## Data supplied

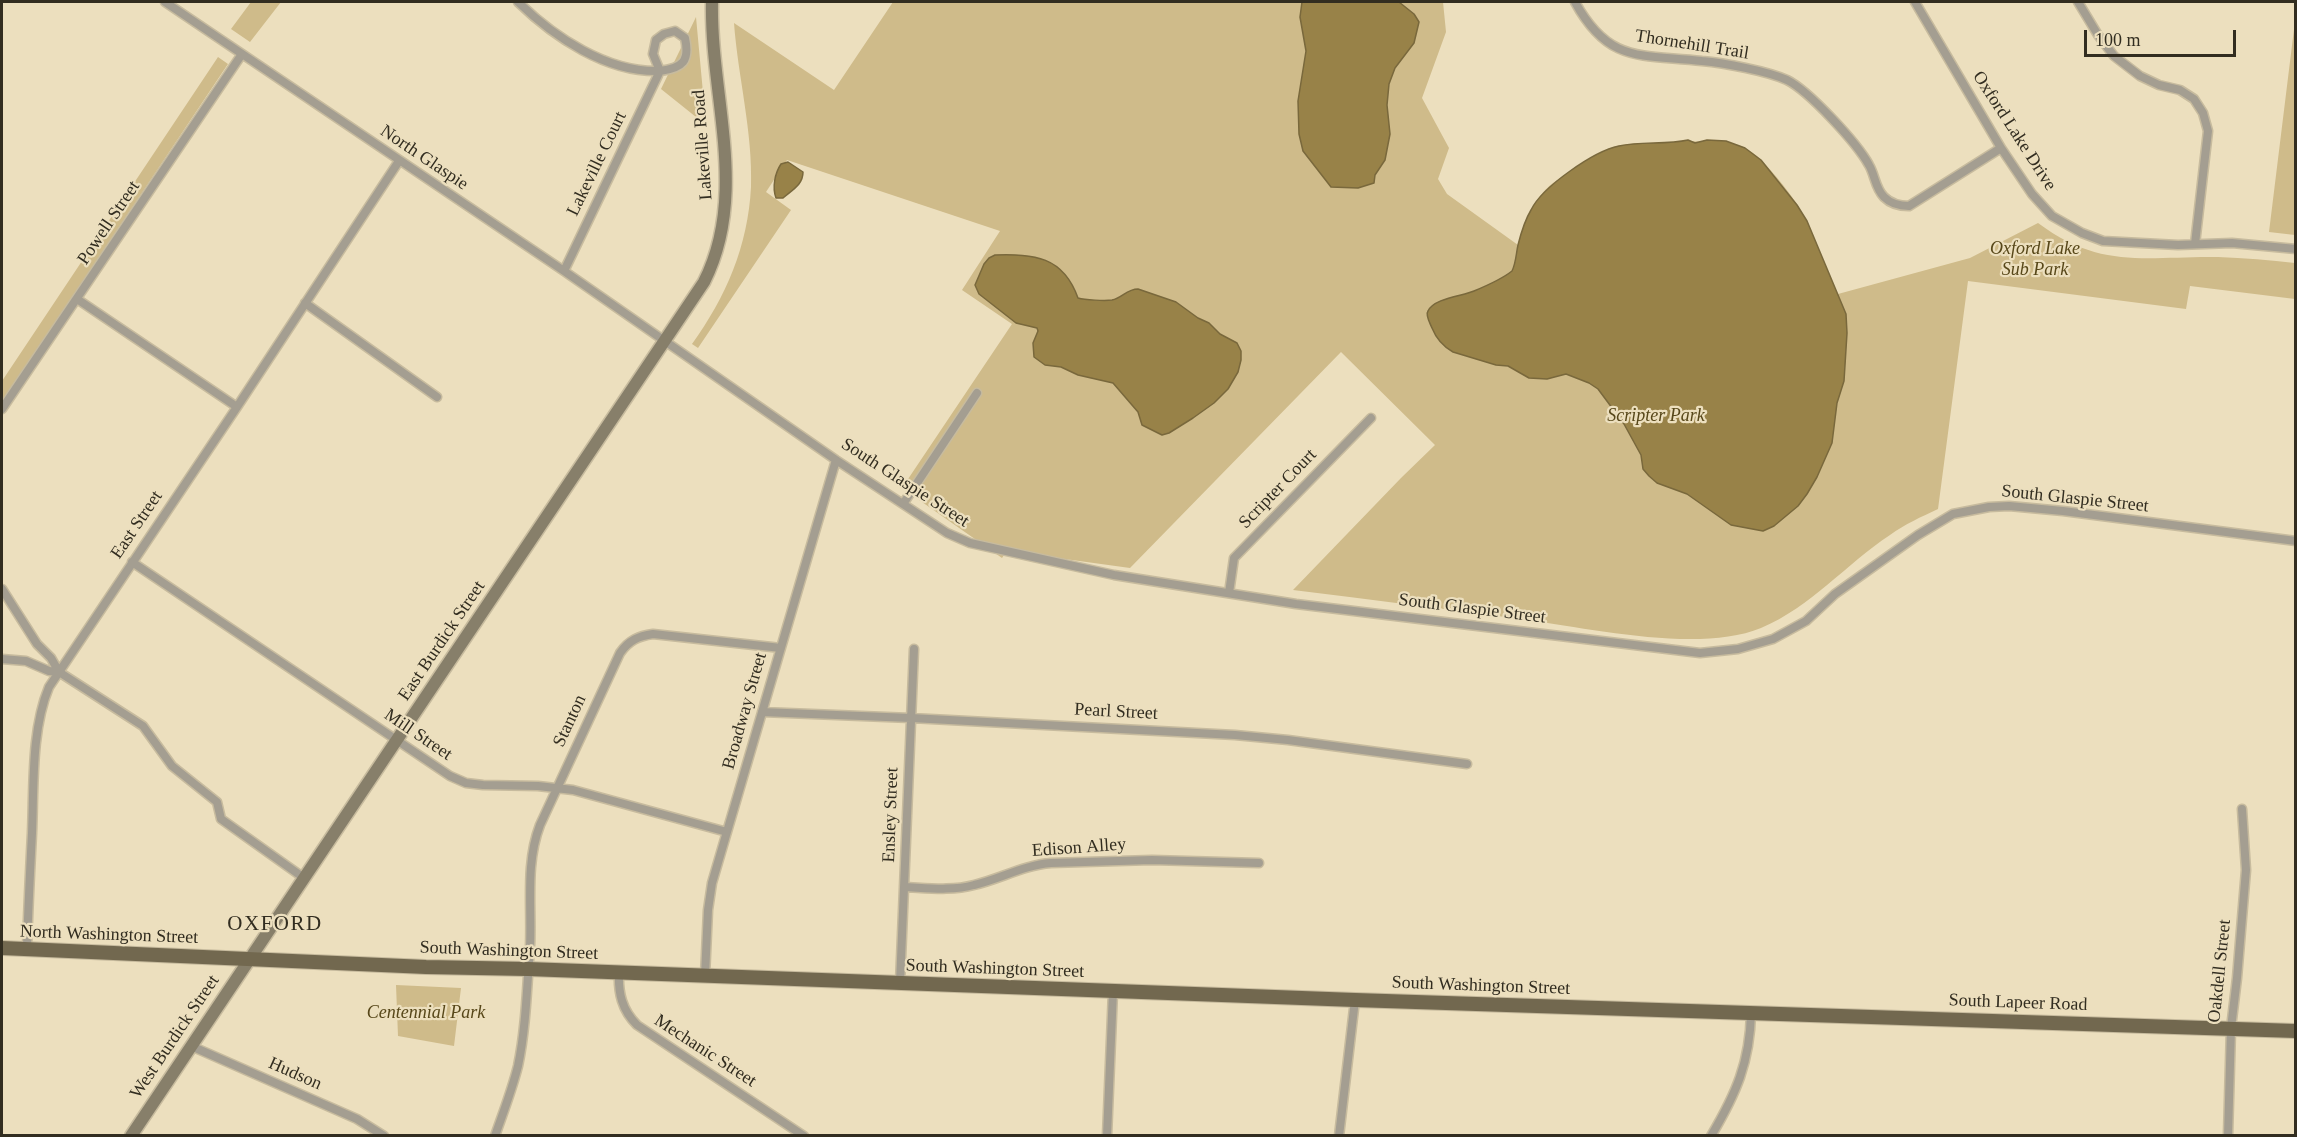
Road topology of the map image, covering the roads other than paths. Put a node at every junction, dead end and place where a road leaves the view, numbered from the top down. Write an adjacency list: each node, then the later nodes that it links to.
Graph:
1 (165, 2): 7 (street, North Glaspie)
2 (518, 2): 8 (street)
3 (712, 2): 16 (main road, Lakeville Road)
4 (1575, 2): 9 (street, Thornehill Trail)
5 (1915, 2): 9 (street, Oxford Lake Drive)
6 (2078, 2): 11 (street)
7 (242, 54): 10 (street, North Glaspie); 14 (street, Powell Street)
8 (660, 71): 8 (street); 13 (street, Lakeville Court)
9 (2001, 148): 11 (street, Oxford Lake Drive)
10 (399, 161): 13 (street, North Glaspie); 15 (street, East Street)
11 (2195, 244): 12 (street, Oxford Lake Drive)
12 (2295, 249)
13 (564, 271): 16 (street, North Glaspie)
14 (77, 299): 19 (street); 20 (street, Powell Street)
15 (305, 303): 18 (street); 19 (street, East Street)
16 (665, 343): 22 (street, South Glaspie Street); 34 (main road, East Burdick Street)
17 (977, 393): 23 (street)
18 (437, 398)
19 (237, 407): 25 (street, East Street)
20 (2, 409)
21 (1371, 418): 27 (street, Scripter Court)
22 (836, 460): 23 (street, South Glaspie Street); 28 (street, Broadway Street)
23 (903, 504): 27 (street, South Glaspie Street)
24 (2295, 541): 27 (street, South Glaspie Street)
25 (132, 562): 31 (street, East Street); 34 (street, Mill Street)
26 (2, 589): 31 (street)
27 (1229, 593)
28 (780, 648): 32 (street, Broadway Street); 36 (street, Stanton)
29 (914, 649): 33 (street, Ensley Street)
30 (2, 658): 31 (street)
31 (59, 672): 40 (street); 43 (street, East Street)
32 (762, 712): 33 (street, Pearl Street); 38 (street, Broadway Street)
33 (911, 718): 35 (street, Pearl Street); 41 (street, Ensley Street)
34 (396, 741): 36 (street, Mill Street); 40 (main road, East Burdick Street)
35 (1467, 764)
36 (557, 788): 38 (street, Mill Street); 45 (street, Stanton)
37 (2242, 809): 52 (street, Oakdell Street)
38 (727, 832): 47 (street, Broadway Street)
39 (1259, 864): 41 (street, Edison Alley)
40 (304, 878): 44 (main road, East Burdick Street)
41 (904, 887): 48 (street, Ensley Street)
42 (2, 948): 43 (main road, North Washington Street)
43 (27, 949): 44 (main road, North Washington Street)
44 (250, 958): 45 (main road, South Washington Street); 54 (main road, West Burdick Street)
45 (528, 969): 46 (main road, South Washington Street); 58 (street, Stanton)
46 (619, 972): 47 (main road, South Washington Street); 55 (street, Mechanic Street)
47 (705, 976): 48 (main road, South Washington Street)
48 (900, 983): 49 (main road, South Washington Street)
49 (1113, 991): 50 (main road, South Washington Street); 59 (street)
50 (1355, 1000): 51 (main road, South Washington Street); 60 (street)
51 (1745, 1013): 52 (main road, South Lapeer Road); 61 (street)
52 (2231, 1028): 53 (main road, South Lapeer Road); 62 (street, Oakdell Street)
53 (2295, 1031)
54 (191, 1046): 56 (main road, West Burdick Street); 57 (street, Hudson)
55 (799, 1134)
56 (131, 1136)
57 (384, 1136)
58 (495, 1136)
59 (1107, 1136)
60 (1339, 1136)
61 (1711, 1136)
62 (2228, 1136)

## Task brief
Omit any images, then output the listing exactly.

## Result of the task
Road topology of the map image, covering the roads other than paths. Put a node at every junction, dead end and place where a road leaves the view, numbered from the top down. Write an adjacency list: each node, then the later nodes that it links to.
Graph:
1 (165, 2): 7 (street, North Glaspie)
2 (518, 2): 8 (street)
3 (712, 2): 16 (main road, Lakeville Road)
4 (1575, 2): 9 (street, Thornehill Trail)
5 (1915, 2): 9 (street, Oxford Lake Drive)
6 (2078, 2): 11 (street)
7 (242, 54): 10 (street, North Glaspie); 14 (street, Powell Street)
8 (660, 71): 8 (street); 13 (street, Lakeville Court)
9 (2001, 148): 11 (street, Oxford Lake Drive)
10 (399, 161): 13 (street, North Glaspie); 15 (street, East Street)
11 (2195, 244): 12 (street, Oxford Lake Drive)
12 (2295, 249)
13 (564, 271): 16 (street, North Glaspie)
14 (77, 299): 19 (street); 20 (street, Powell Street)
15 (305, 303): 18 (street); 19 (street, East Street)
16 (665, 343): 22 (street, South Glaspie Street); 34 (main road, East Burdick Street)
17 (977, 393): 23 (street)
18 (437, 398)
19 (237, 407): 25 (street, East Street)
20 (2, 409)
21 (1371, 418): 27 (street, Scripter Court)
22 (836, 460): 23 (street, South Glaspie Street); 28 (street, Broadway Street)
23 (903, 504): 27 (street, South Glaspie Street)
24 (2295, 541): 27 (street, South Glaspie Street)
25 (132, 562): 31 (street, East Street); 34 (street, Mill Street)
26 (2, 589): 31 (street)
27 (1229, 593)
28 (780, 648): 32 (street, Broadway Street); 36 (street, Stanton)
29 (914, 649): 33 (street, Ensley Street)
30 (2, 658): 31 (street)
31 (59, 672): 40 (street); 43 (street, East Street)
32 (762, 712): 33 (street, Pearl Street); 38 (street, Broadway Street)
33 (911, 718): 35 (street, Pearl Street); 41 (street, Ensley Street)
34 (396, 741): 36 (street, Mill Street); 40 (main road, East Burdick Street)
35 (1467, 764)
36 (557, 788): 38 (street, Mill Street); 45 (street, Stanton)
37 (2242, 809): 52 (street, Oakdell Street)
38 (727, 832): 47 (street, Broadway Street)
39 (1259, 864): 41 (street, Edison Alley)
40 (304, 878): 44 (main road, East Burdick Street)
41 (904, 887): 48 (street, Ensley Street)
42 (2, 948): 43 (main road, North Washington Street)
43 (27, 949): 44 (main road, North Washington Street)
44 (250, 958): 45 (main road, South Washington Street); 54 (main road, West Burdick Street)
45 (528, 969): 46 (main road, South Washington Street); 58 (street, Stanton)
46 (619, 972): 47 (main road, South Washington Street); 55 (street, Mechanic Street)
47 (705, 976): 48 (main road, South Washington Street)
48 (900, 983): 49 (main road, South Washington Street)
49 (1113, 991): 50 (main road, South Washington Street); 59 (street)
50 (1355, 1000): 51 (main road, South Washington Street); 60 (street)
51 (1745, 1013): 52 (main road, South Lapeer Road); 61 (street)
52 (2231, 1028): 53 (main road, South Lapeer Road); 62 (street, Oakdell Street)
53 (2295, 1031)
54 (191, 1046): 56 (main road, West Burdick Street); 57 (street, Hudson)
55 (799, 1134)
56 (131, 1136)
57 (384, 1136)
58 (495, 1136)
59 (1107, 1136)
60 (1339, 1136)
61 (1711, 1136)
62 (2228, 1136)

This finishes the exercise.